Task statement: Reproduce the listing exactly, with no pictures in your copy.

+ + +

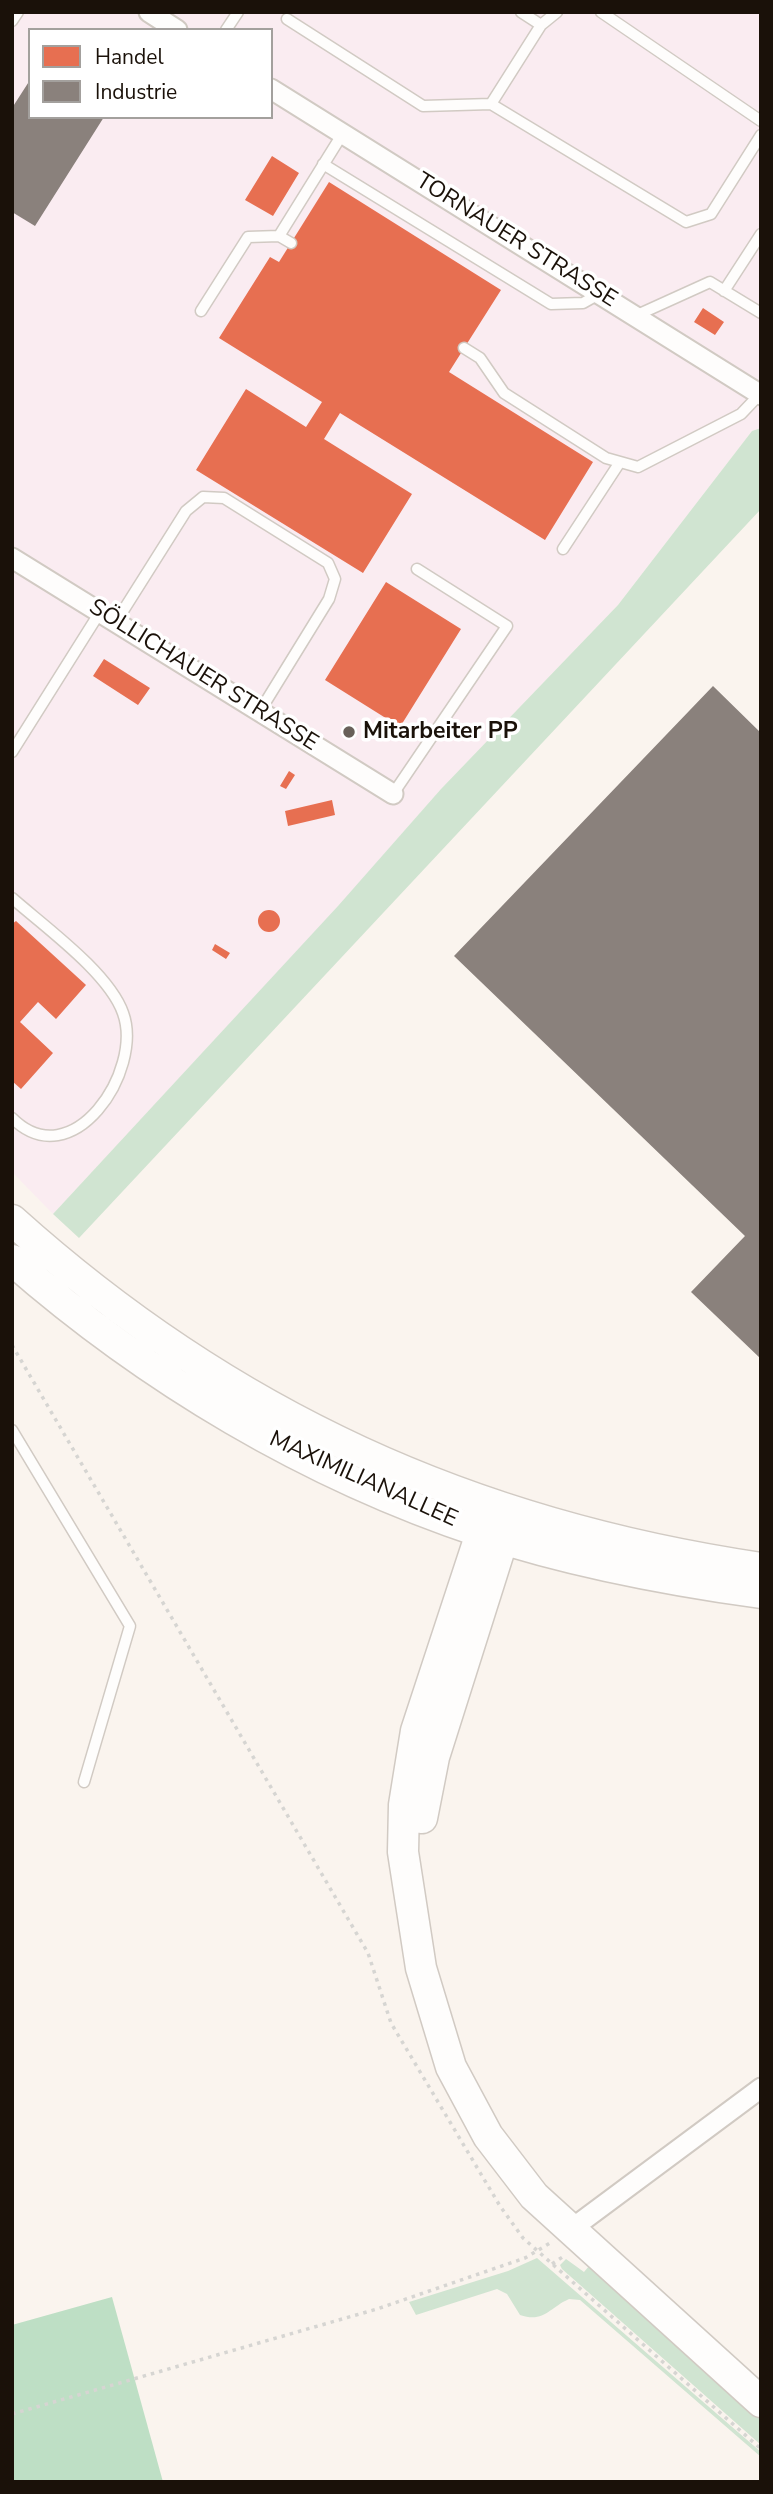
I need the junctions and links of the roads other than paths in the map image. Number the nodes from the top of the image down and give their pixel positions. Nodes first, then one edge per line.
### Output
1 (18, 12) edge
2 (149, 12) edge
3 (238, 12) edge
4 (521, 12) edge
5 (557, 12) edge
6 (601, 12) edge
7 (287, 19) dead end
8 (12, 21) edge
9 (541, 25) junction
10 (174, 28) edge
11 (227, 28) edge
12 (273, 90) edge
13 (491, 104) junction
14 (761, 121) edge
15 (343, 134) junction
16 (761, 135) edge
17 (323, 164) junction
18 (761, 234) edge
19 (279, 236) junction
20 (291, 243) dead end
21 (724, 291) junction
22 (600, 294) junction
23 (201, 312) dead end
24 (761, 313) edge
25 (635, 316) junction
26 (464, 348) dead end
27 (761, 394) edge
28 (620, 462) junction
29 (563, 549) dead end
30 (12, 558) edge
31 (417, 569) dead end
32 (108, 617) junction
33 (260, 711) junction
34 (12, 752) edge
35 (394, 794) joint
36 (12, 898) edge
37 (12, 1118) edge
38 (12, 1220) edge
39 (12, 1260) edge
40 (12, 1430) edge
41 (496, 1522) junction
42 (761, 1568) edge
43 (761, 1593) edge
44 (84, 1782) dead end
45 (761, 2088) edge
46 (570, 2230) junction
47 (761, 2402) edge

1 - 8 lane
2 - 10 street
3 - 11 lane
4 - 9 lane
5 - 9 lane
6 - 14 lane
7 - 13 lane
9 - 13 lane
12 - 15 street, TORNAUER STRASSE
13 - 16 lane
15 - 17 lane
15 - 22 street, TORNAUER STRASSE
17 - 19 lane
17 - 22 lane
18 - 21 lane
19 - 20 lane
19 - 23 lane
21 - 24 lane
21 - 25 lane
22 - 25 street, TORNAUER STRASSE
25 - 27 street, TORNAUER STRASSE
26 - 28 lane
27 - 28 lane
28 - 29 lane
30 - 32 street, SÖLLICHAUER STRASSE
31 - 35 lane
32 - 33 street, SÖLLICHAUER STRASSE
32 - 33 lane
32 - 34 lane
33 - 35 street, SÖLLICHAUER STRASSE
36 - 37 lane
38 - 41 main road, MAXIMILIANALLEE
39 - 41 main road, MAXIMILIANALLEE
40 - 44 lane
41 - 42 main road
41 - 43 main road, MAXIMILIANALLEE
41 - 46 main road
45 - 46 street
46 - 47 main road

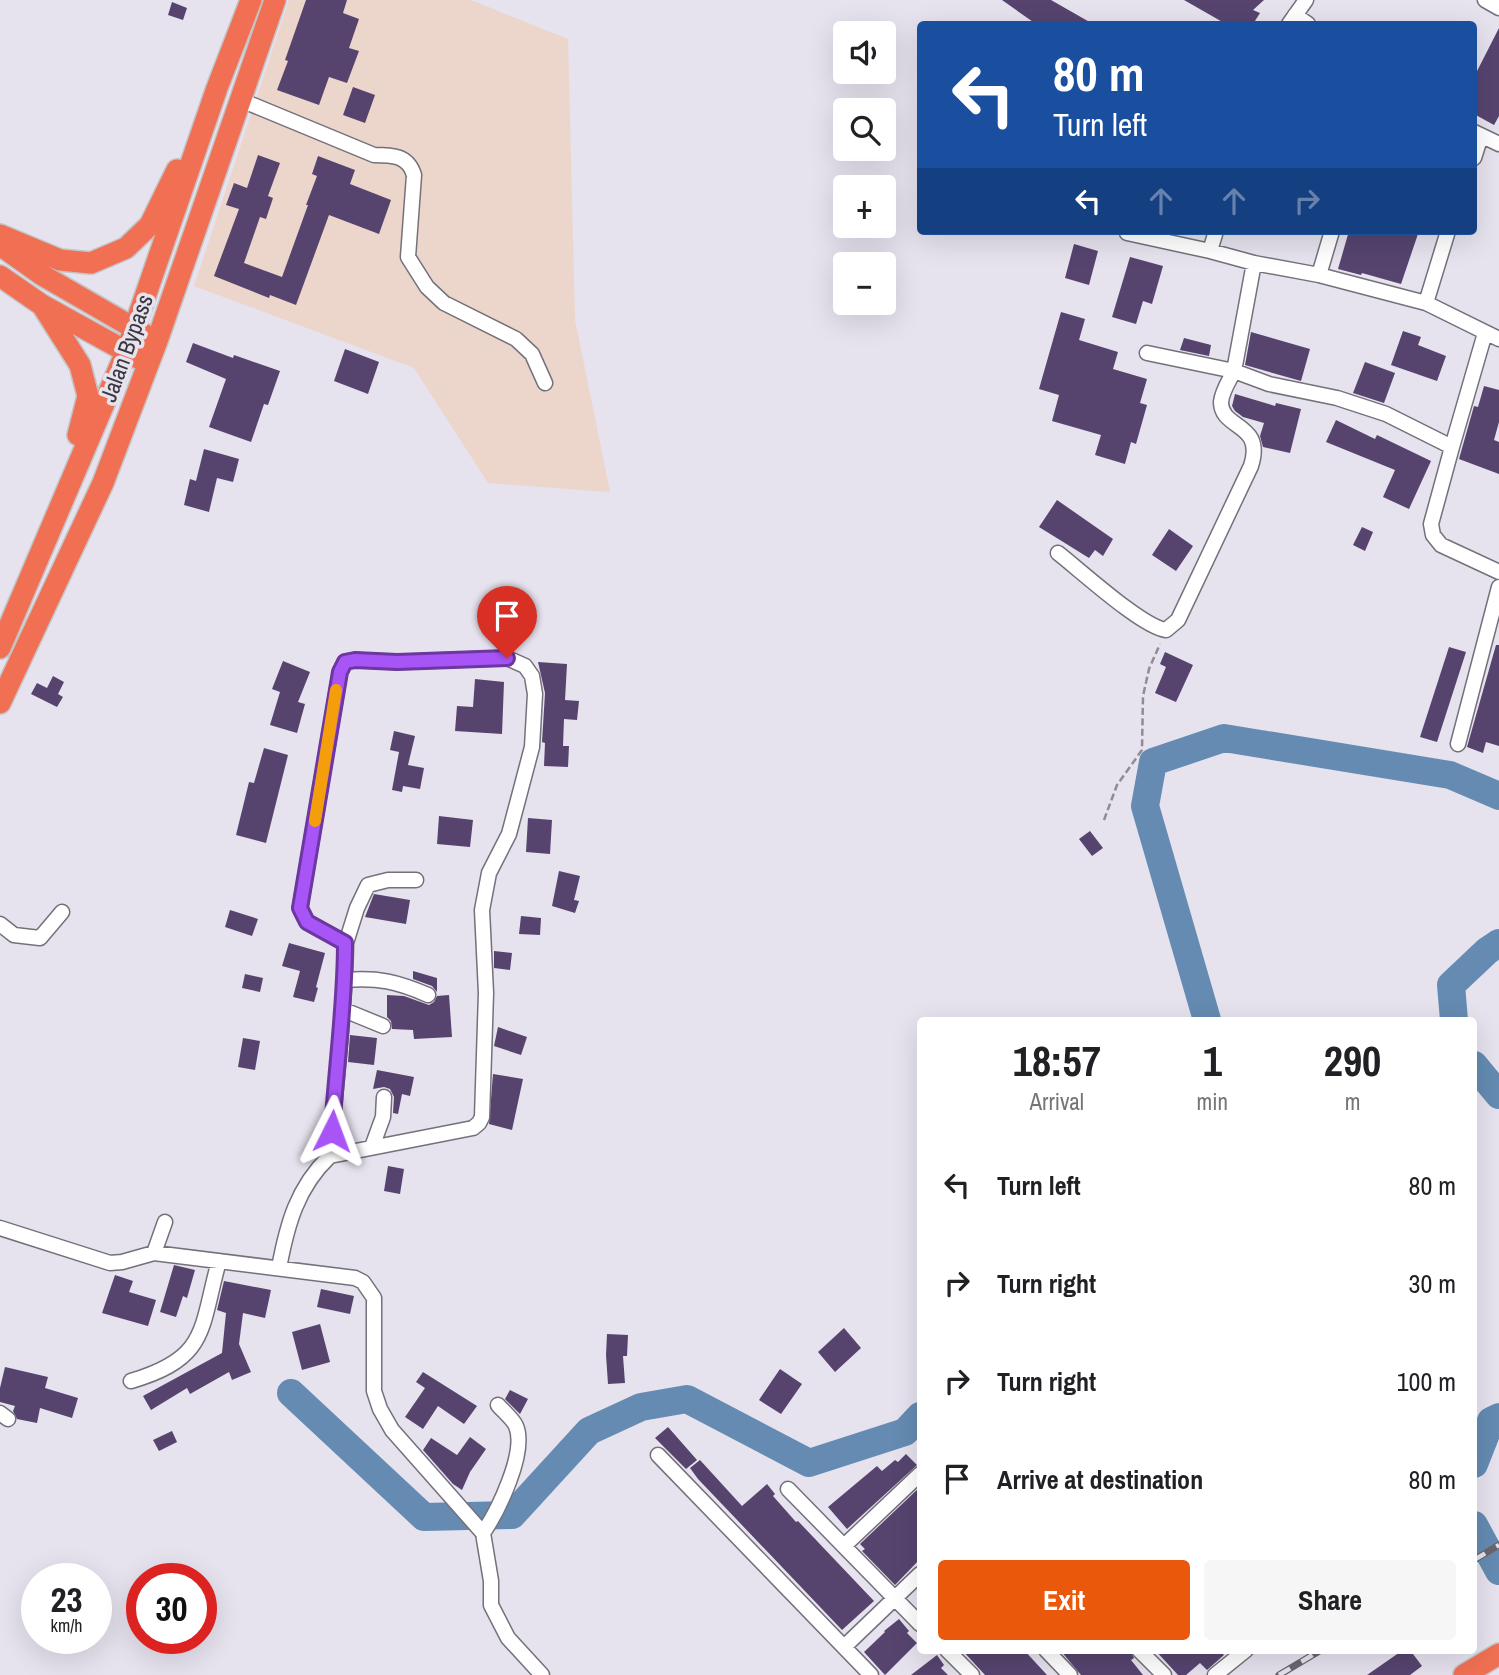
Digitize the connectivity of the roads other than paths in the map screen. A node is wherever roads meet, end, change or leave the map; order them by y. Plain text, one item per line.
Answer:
1 (251, 0) edge
2 (275, 0) edge
3 (1306, 0) edge
4 (1292, 20) edge
5 (217, 88) junction
6 (241, 100) junction
7 (1477, 134) edge
8 (1499, 144) edge
9 (0, 235) edge
10 (1136, 235) edge
11 (1215, 235) edge
12 (1331, 235) edge
13 (1447, 235) edge
14 (0, 245) edge
15 (1210, 251) junction
16 (1254, 263) junction
17 (1319, 275) junction
18 (0, 276) edge
19 (1426, 303) junction
20 (42, 305) junction
21 (134, 329) junction
22 (1492, 336) edge
23 (158, 341) junction
24 (126, 352) junction
25 (1147, 353) dead end
26 (149, 363) junction
27 (1234, 371) junction
28 (545, 383) dead end
29 (1452, 447) junction
30 (47, 537) junction
31 (1058, 553) dead end
32 (1499, 572) edge
33 (1499, 587) edge
34 (0, 648) edge
35 (0, 703) edge
36 (1458, 744) dead end
37 (416, 880) dead end
38 (62, 912) dead end
39 (0, 924) edge
40 (345, 943) junction
41 (345, 980) junction
42 (428, 995) dead end
43 (344, 1010) junction
44 (383, 1026) dead end
45 (384, 1097) dead end
46 (372, 1147) junction
47 (330, 1156) junction
48 (165, 1222) dead end
49 (0, 1228) edge
50 (154, 1253) junction
51 (219, 1261) junction
52 (279, 1268) junction
53 (131, 1381) dead end
54 (498, 1405) dead end
55 (658, 1455) dead end
56 (917, 1477) edge
57 (788, 1489) dead end
58 (482, 1525) junction
59 (844, 1546) junction
60 (917, 1577) edge
61 (895, 1598) junction
62 (917, 1620) edge
63 (844, 1647) junction
64 (951, 1654) edge
65 (1050, 1654) edge
66 (1143, 1654) edge
67 (1240, 1654) edge
68 (1496, 1656) edge
69 (542, 1675) edge
70 (871, 1675) edge
71 (972, 1675) edge
72 (1070, 1675) edge
73 (1164, 1675) edge
74 (1215, 1675) edge
75 (1464, 1675) edge

1 - 5 highway, Jalan Bypass
2 - 6 highway, Jalan Bypass
3 - 4 street
5 - 9 highway
5 - 21 highway, Jalan Bypass
6 - 23 highway, Jalan Bypass
6 - 28 street
7 - 8 street
10 - 15 street
11 - 15 street
12 - 17 street
13 - 19 street
14 - 21 highway
15 - 16 street
16 - 17 street
16 - 27 street
17 - 19 street
18 - 20 highway
19 - 22 street
20 - 24 highway
20 - 30 highway
21 - 23 highway
21 - 24 highway, Jalan Bypass
22 - 29 street
23 - 26 highway, Jalan Bypass
24 - 26 highway
24 - 30 highway, Jalan Bypass
25 - 27 street
26 - 35 highway, Jalan Bypass
27 - 29 street
27 - 31 street
29 - 32 street
30 - 34 highway, Jalan Bypass
33 - 36 street
37 - 40 street
38 - 39 street
40 - 41 street
40 - 46 street
41 - 42 street
41 - 43 street
43 - 44 street
43 - 47 street
45 - 46 street
46 - 47 street
47 - 52 street
48 - 50 street
49 - 50 street
50 - 51 street
51 - 52 street
51 - 53 street
52 - 58 street
54 - 58 street
55 - 63 street
56 - 59 street
57 - 59 street
58 - 69 street
59 - 61 street
60 - 61 street
61 - 62 street
61 - 63 street
63 - 70 street
64 - 71 street
65 - 72 street
66 - 73 street
67 - 74 street
68 - 75 highway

+ + +

Exercise response:
I need the junctions and links of the roads other than paths in the map image. Number the nodes from the top of the image down and give their pixel positions. Nodes first, then one edge per line.
### Output
1 (18, 12) edge
2 (149, 12) edge
3 (238, 12) edge
4 (521, 12) edge
5 (557, 12) edge
6 (601, 12) edge
7 (287, 19) dead end
8 (12, 21) edge
9 (541, 25) junction
10 (174, 28) edge
11 (227, 28) edge
12 (273, 90) edge
13 (491, 104) junction
14 (761, 121) edge
15 (343, 134) junction
16 (761, 135) edge
17 (323, 164) junction
18 (761, 234) edge
19 (279, 236) junction
20 (291, 243) dead end
21 (724, 291) junction
22 (600, 294) junction
23 (201, 312) dead end
24 (761, 313) edge
25 (635, 316) junction
26 (464, 348) dead end
27 (761, 394) edge
28 (620, 462) junction
29 (563, 549) dead end
30 (12, 558) edge
31 (417, 569) dead end
32 (108, 617) junction
33 (260, 711) junction
34 (12, 752) edge
35 (394, 794) joint
36 (12, 898) edge
37 (12, 1118) edge
38 (12, 1220) edge
39 (12, 1260) edge
40 (12, 1430) edge
41 (496, 1522) junction
42 (761, 1568) edge
43 (761, 1593) edge
44 (84, 1782) dead end
45 (761, 2088) edge
46 (570, 2230) junction
47 (761, 2402) edge

1 - 8 lane
2 - 10 street
3 - 11 lane
4 - 9 lane
5 - 9 lane
6 - 14 lane
7 - 13 lane
9 - 13 lane
12 - 15 street, TORNAUER STRASSE
13 - 16 lane
15 - 17 lane
15 - 22 street, TORNAUER STRASSE
17 - 19 lane
17 - 22 lane
18 - 21 lane
19 - 20 lane
19 - 23 lane
21 - 24 lane
21 - 25 lane
22 - 25 street, TORNAUER STRASSE
25 - 27 street, TORNAUER STRASSE
26 - 28 lane
27 - 28 lane
28 - 29 lane
30 - 32 street, SÖLLICHAUER STRASSE
31 - 35 lane
32 - 33 street, SÖLLICHAUER STRASSE
32 - 33 lane
32 - 34 lane
33 - 35 street, SÖLLICHAUER STRASSE
36 - 37 lane
38 - 41 main road, MAXIMILIANALLEE
39 - 41 main road, MAXIMILIANALLEE
40 - 44 lane
41 - 42 main road
41 - 43 main road, MAXIMILIANALLEE
41 - 46 main road
45 - 46 street
46 - 47 main road

Digitize the connectivity of the roads other than paths in the map screen. A node is wherever roads meet, end, change or leave the map; order them by y. Plain text, one item per line.
Answer:
1 (251, 0) edge
2 (275, 0) edge
3 (1306, 0) edge
4 (1292, 20) edge
5 (217, 88) junction
6 (241, 100) junction
7 (1477, 134) edge
8 (1499, 144) edge
9 (0, 235) edge
10 (1136, 235) edge
11 (1215, 235) edge
12 (1331, 235) edge
13 (1447, 235) edge
14 (0, 245) edge
15 (1210, 251) junction
16 (1254, 263) junction
17 (1319, 275) junction
18 (0, 276) edge
19 (1426, 303) junction
20 (42, 305) junction
21 (134, 329) junction
22 (1492, 336) edge
23 (158, 341) junction
24 (126, 352) junction
25 (1147, 353) dead end
26 (149, 363) junction
27 (1234, 371) junction
28 (545, 383) dead end
29 (1452, 447) junction
30 (47, 537) junction
31 (1058, 553) dead end
32 (1499, 572) edge
33 (1499, 587) edge
34 (0, 648) edge
35 (0, 703) edge
36 (1458, 744) dead end
37 (416, 880) dead end
38 (62, 912) dead end
39 (0, 924) edge
40 (345, 943) junction
41 (345, 980) junction
42 (428, 995) dead end
43 (344, 1010) junction
44 (383, 1026) dead end
45 (384, 1097) dead end
46 (372, 1147) junction
47 (330, 1156) junction
48 (165, 1222) dead end
49 (0, 1228) edge
50 (154, 1253) junction
51 (219, 1261) junction
52 (279, 1268) junction
53 (131, 1381) dead end
54 (498, 1405) dead end
55 (658, 1455) dead end
56 (917, 1477) edge
57 (788, 1489) dead end
58 (482, 1525) junction
59 (844, 1546) junction
60 (917, 1577) edge
61 (895, 1598) junction
62 (917, 1620) edge
63 (844, 1647) junction
64 (951, 1654) edge
65 (1050, 1654) edge
66 (1143, 1654) edge
67 (1240, 1654) edge
68 (1496, 1656) edge
69 (542, 1675) edge
70 (871, 1675) edge
71 (972, 1675) edge
72 (1070, 1675) edge
73 (1164, 1675) edge
74 (1215, 1675) edge
75 (1464, 1675) edge

1 - 5 highway, Jalan Bypass
2 - 6 highway, Jalan Bypass
3 - 4 street
5 - 9 highway
5 - 21 highway, Jalan Bypass
6 - 23 highway, Jalan Bypass
6 - 28 street
7 - 8 street
10 - 15 street
11 - 15 street
12 - 17 street
13 - 19 street
14 - 21 highway
15 - 16 street
16 - 17 street
16 - 27 street
17 - 19 street
18 - 20 highway
19 - 22 street
20 - 24 highway
20 - 30 highway
21 - 23 highway
21 - 24 highway, Jalan Bypass
22 - 29 street
23 - 26 highway, Jalan Bypass
24 - 26 highway
24 - 30 highway, Jalan Bypass
25 - 27 street
26 - 35 highway, Jalan Bypass
27 - 29 street
27 - 31 street
29 - 32 street
30 - 34 highway, Jalan Bypass
33 - 36 street
37 - 40 street
38 - 39 street
40 - 41 street
40 - 46 street
41 - 42 street
41 - 43 street
43 - 44 street
43 - 47 street
45 - 46 street
46 - 47 street
47 - 52 street
48 - 50 street
49 - 50 street
50 - 51 street
51 - 52 street
51 - 53 street
52 - 58 street
54 - 58 street
55 - 63 street
56 - 59 street
57 - 59 street
58 - 69 street
59 - 61 street
60 - 61 street
61 - 62 street
61 - 63 street
63 - 70 street
64 - 71 street
65 - 72 street
66 - 73 street
67 - 74 street
68 - 75 highway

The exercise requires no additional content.